++++ Available data

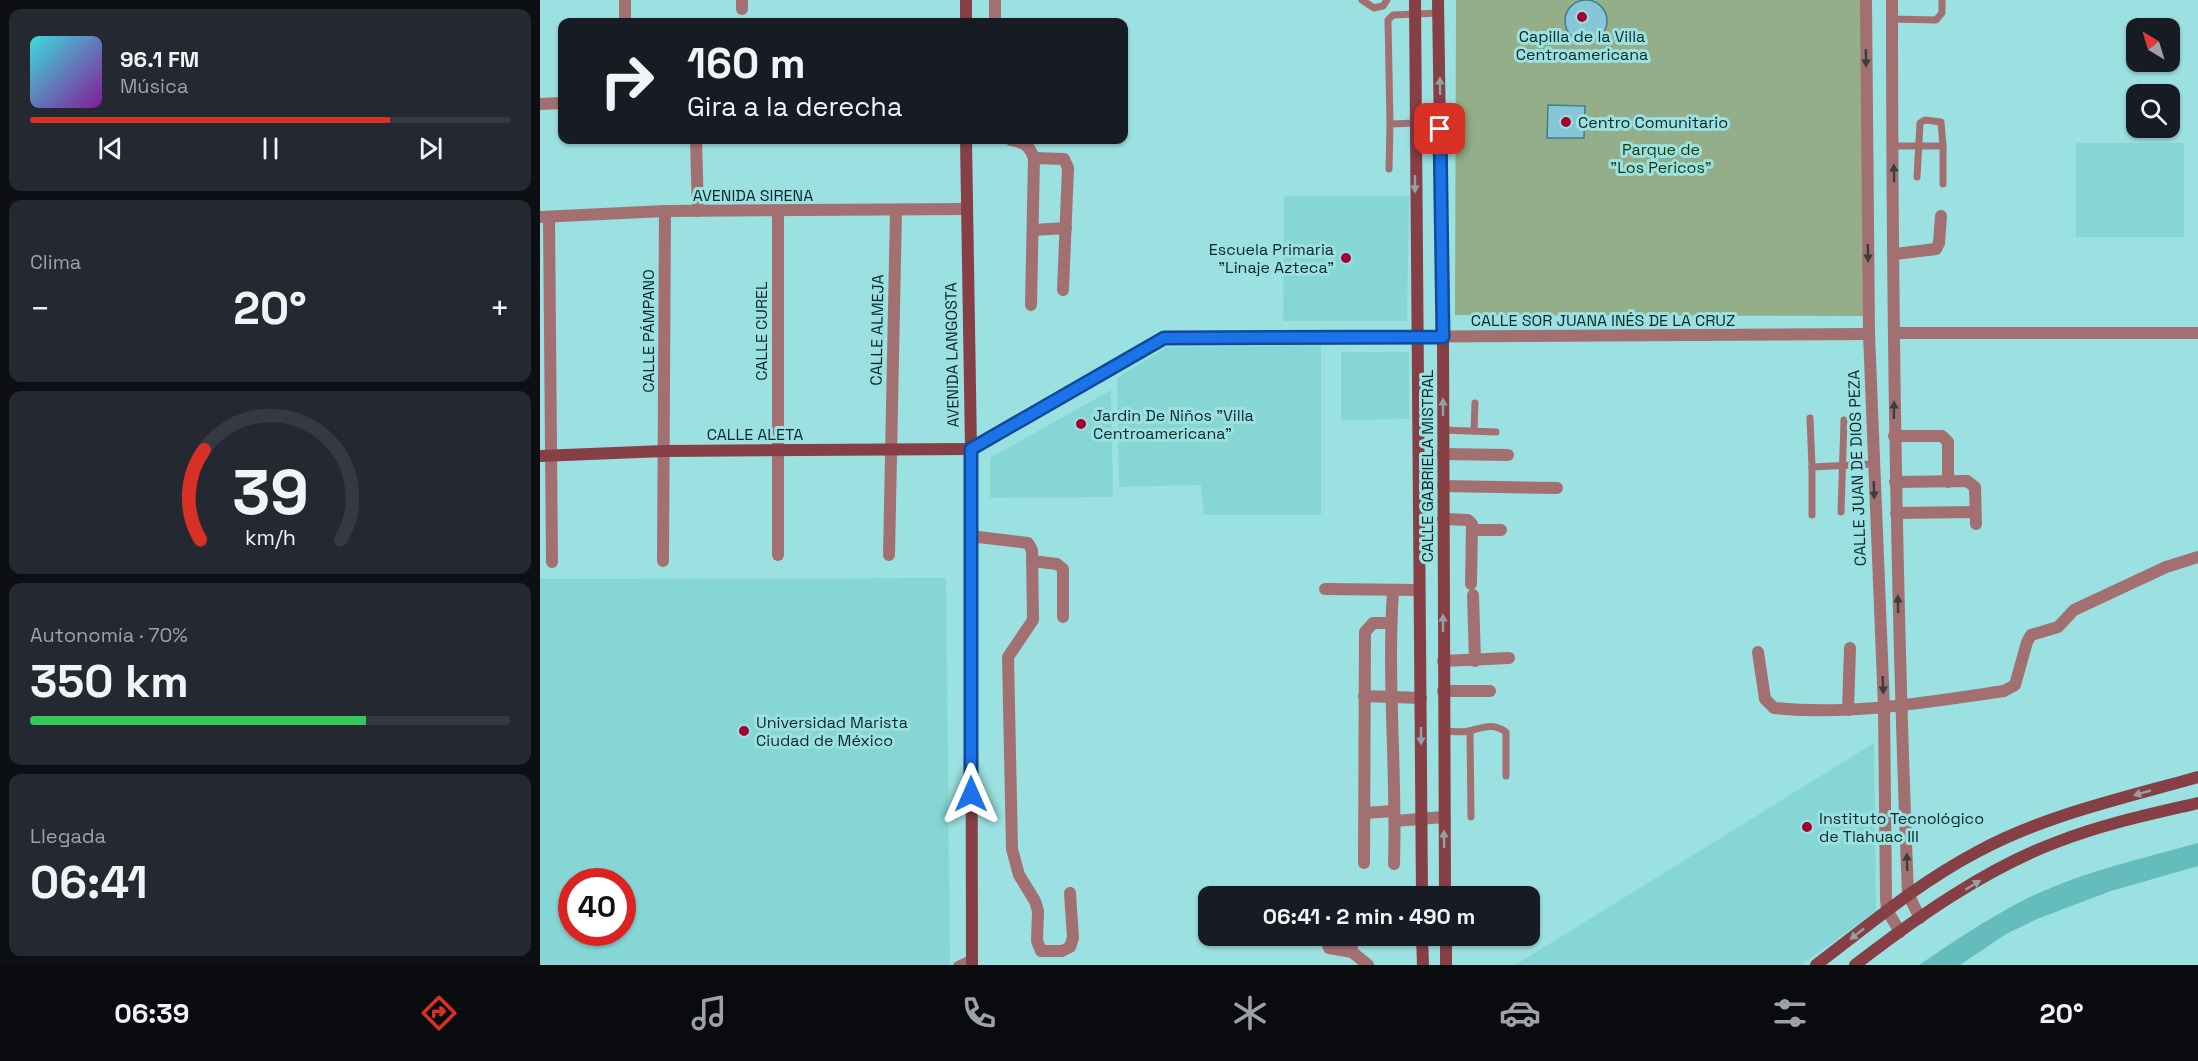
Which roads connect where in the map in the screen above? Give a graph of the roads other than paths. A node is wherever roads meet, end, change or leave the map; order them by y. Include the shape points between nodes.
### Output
1 (625, 0) edge
2 (966, 0) edge
3 (995, 0) edge
4 (1362, 0) edge
5 (1387, 0) edge
6 (1415, 0) edge
7 (1866, 0) edge
8 (1893, 0) edge
9 (1942, 0) edge
10 (1439, 6) edge
11 (1415, 14) junction
12 (625, 18) edge
13 (966, 18) edge
14 (995, 18) edge
15 (1893, 19) junction
16 (540, 104) edge
17 (558, 104) edge
18 (1390, 123) junction
19 (1415, 123) junction
20 (696, 144) edge
21 (966, 144) edge
22 (1026, 144) edge
23 (1893, 146) junction
24 (1917, 146) junction
25 (1943, 146) junction
26 (1034, 158) junction
27 (1389, 169) dead end
28 (1917, 177) dead end
29 (1943, 184) dead end
30 (966, 209) junction
31 (896, 210) junction
32 (664, 211) junction
33 (698, 211) junction
34 (778, 212) junction
35 (1941, 216) dead end
36 (545, 217) edge
37 (1066, 228) junction
38 (1033, 230) junction
39 (1895, 254) junction
40 (1063, 290) dead end
41 (1031, 305) dead end
42 (1895, 333) junction
43 (2198, 333) edge
44 (1869, 334) junction
45 (1443, 337) junction
46 (1415, 338) junction
47 (1475, 404) dead end
48 (1810, 418) dead end
49 (1844, 420) dead end
50 (1443, 430) junction
51 (1474, 430) junction
52 (1496, 432) dead end
53 (1894, 436) junction
54 (971, 449) junction
55 (778, 450) junction
56 (890, 450) junction
57 (664, 451) junction
58 (1443, 454) junction
59 (1508, 455) dead end
60 (546, 456) edge
61 (1842, 464) junction
62 (1873, 464) junction
63 (1812, 467) junction
64 (1895, 482) junction
65 (1948, 482) junction
66 (1443, 486) junction
67 (1557, 488) dead end
68 (1841, 512) dead end
69 (1896, 513) junction
70 (1812, 515) dead end
71 (1443, 519) junction
72 (1472, 530) junction
73 (1501, 530) dead end
74 (970, 536) junction
75 (778, 555) dead end
76 (890, 555) dead end
77 (2198, 557) edge
78 (663, 561) dead end
79 (1032, 561) junction
80 (552, 562) dead end
81 (1325, 589) dead end
82 (1419, 590) junction
83 (1393, 591) junction
84 (1063, 617) dead end
85 (1391, 623) junction
86 (1850, 648) dead end
87 (1758, 652) dead end
88 (1509, 658) dead end
89 (1443, 661) junction
90 (1475, 661) junction
91 (1443, 691) junction
92 (1490, 691) dead end
93 (1364, 696) junction
94 (1391, 697) junction
95 (1421, 698) junction
96 (1901, 706) junction
97 (1884, 707) junction
98 (1848, 710) junction
99 (1444, 731) junction
100 (1470, 731) junction
101 (1506, 776) dead end
102 (2198, 777) edge
103 (2198, 803) edge
104 (1365, 813) junction
105 (1394, 816) junction
106 (1444, 817) junction
107 (1471, 817) dead end
108 (1421, 819) junction
109 (1364, 863) dead end
110 (1394, 864) dead end
111 (1422, 886) edge
112 (1445, 886) edge
113 (1070, 893) dead end
114 (1908, 894) junction
115 (1887, 910) junction
116 (1920, 918) junction
117 (1900, 932) junction
118 (1328, 946) edge
119 (1352, 946) edge
120 (1422, 946) edge
121 (1446, 946) edge
122 (1352, 952) junction
123 (972, 962) edge
124 (957, 965) edge
125 (1368, 965) edge
126 (1423, 965) edge
127 (1446, 965) edge
128 (1816, 965) edge
129 (1856, 965) edge

1 - 12 street
2 - 13 street
3 - 14 street
4 - 5 lane via 1374,8 1383,6
6 - 11 street, CALLE GABRIELA MISTRAL
7 -> 44 street, CALLE JUAN DE DIOS PEZA
8 - 15 street
9 - 15 lane via 1942,13 1936,20
10 - 11 lane
45 -> 10 street, CALLE GABRIELA MISTRAL
11 - 18 lane via 1393,15 1388,20
11 - 19 street, CALLE GABRIELA MISTRAL
15 - 23 street
16 - 17 street
18 - 19 lane
18 - 27 lane
19 -> 46 street, CALLE GABRIELA MISTRAL
20 - 33 street
21 - 30 street, AVENIDA LANGOSTA
22 - 26 street
23 - 24 lane
39 -> 23 street
24 - 25 lane
24 - 25 lane via 1920,123 1937,120 1943,125
24 - 28 lane
25 - 29 lane
26 - 37 street via 1066,162
26 - 38 street
30 - 31 street, AVENIDA SIRENA
30 - 54 street, AVENIDA LANGOSTA
31 - 34 street, AVENIDA SIRENA
31 - 56 street, CALLE ALMEJA
32 - 33 street, AVENIDA SIRENA
32 - 36 street, AVENIDA SIRENA
32 - 57 street, CALLE PÁMPANO
33 - 34 street, AVENIDA SIRENA
34 - 55 street, CALLE CUREL
35 - 39 street via 1940,243 1936,249
36 - 60 street
37 - 38 street
37 - 40 street
38 - 41 street
39 - 42 street
42 - 43 street
53 -> 42 street
44 - 45 street, CALLE SOR JUANA INÉS DE LA CRUZ
44 - 62 street, CALLE JUAN DE DIOS PEZA
45 - 46 street, CALLE SOR JUANA INÉS DE LA CRUZ
50 -> 45 street, CALLE GABRIELA MISTRAL
46 - 54 street, CALLE SOR JUANA INÉS DE LA CRUZ via 1164,338
46 - 82 street, CALLE GABRIELA MISTRAL
47 - 51 lane
48 - 63 lane
49 - 61 lane
50 - 51 lane
50 - 58 street, CALLE GABRIELA MISTRAL
51 - 52 lane
53 - 64 street
53 - 65 street via 1942,436 1948,442
54 - 56 street, CALLE ALETA
54 - 74 street, AVENIDA LANGOSTA
55 - 56 street, CALLE ALETA
55 - 57 street, CALLE ALETA
55 - 75 street, CALLE CUREL
56 - 76 street, CALLE ALMEJA
57 - 60 street, CALLE ALETA
57 - 78 street, CALLE PÁMPANO
58 - 59 street
58 - 66 street, CALLE GABRIELA MISTRAL
60 - 80 street
61 - 62 lane
61 - 63 lane
61 - 68 lane
62 -> 97 street, CALLE JUAN DE DIOS PEZA
63 - 70 lane
64 - 65 street
64 - 69 street
65 - 69 street via 1967,481 1976,487 1976,518
66 - 67 street
66 - 71 street, CALLE GABRIELA MISTRAL
96 -> 69 street
71 - 72 street via 1468,520
89 -> 71 street, CALLE GABRIELA MISTRAL
72 - 73 street
72 - 90 street
74 - 79 street via 1028,543
74 - 123 street, AVENIDA LANGOSTA
77 - 96 street via 2166,567 2074,610 2058,627 2031,635 2015,685
79 - 84 street via 1057,564 1063,569
79 - 113 street via 1033,620 1008,657 1011,838 1019,875 1038,911 1037,941 1041,951 1070,947
81 - 83 street
82 - 83 street
82 - 95 street, CALLE GABRIELA MISTRAL
83 - 85 street
85 - 93 street via 1373,623 1365,632
85 - 94 street
86 - 98 street
87 - 98 street via 1765,699 1774,708
88 - 90 street
89 - 90 street
89 - 91 street, CALLE GABRIELA MISTRAL
91 - 92 street
91 - 99 street, CALLE GABRIELA MISTRAL
93 - 94 street
93 - 104 street
94 - 95 street
94 - 105 street
95 -> 108 street, CALLE GABRIELA MISTRAL
96 - 97 street
114 -> 96 street
97 - 98 street
97 - 115 street, CALLE JUAN DE DIOS PEZA
99 - 100 lane
99 - 106 street, CALLE GABRIELA MISTRAL
100 - 101 lane via 1480,726 1506,732
100 - 107 lane
102 -> 114 street via 2052,819 1977,852
116 -> 103 street via 2017,860 2056,842
104 - 105 street
104 - 109 street
105 - 108 street
105 - 110 street
106 - 108 street
112 -> 106 street, CALLE GABRIELA MISTRAL
108 - 111 street, CALLE GABRIELA MISTRAL
114 - 115 street
114 - 116 street
115 - 117 street, CALLE JUAN DE DIOS PEZA
115 -> 128 street
116 - 117 street
117 - 129 street
118 - 122 street
119 - 122 street
120 - 126 street
121 - 127 street
122 - 125 street
123 - 124 lane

++++++++

What you have to do ::
Only a number is wanted here: how many lines of the material contain the string "DIOS".

Finished exercise ::
5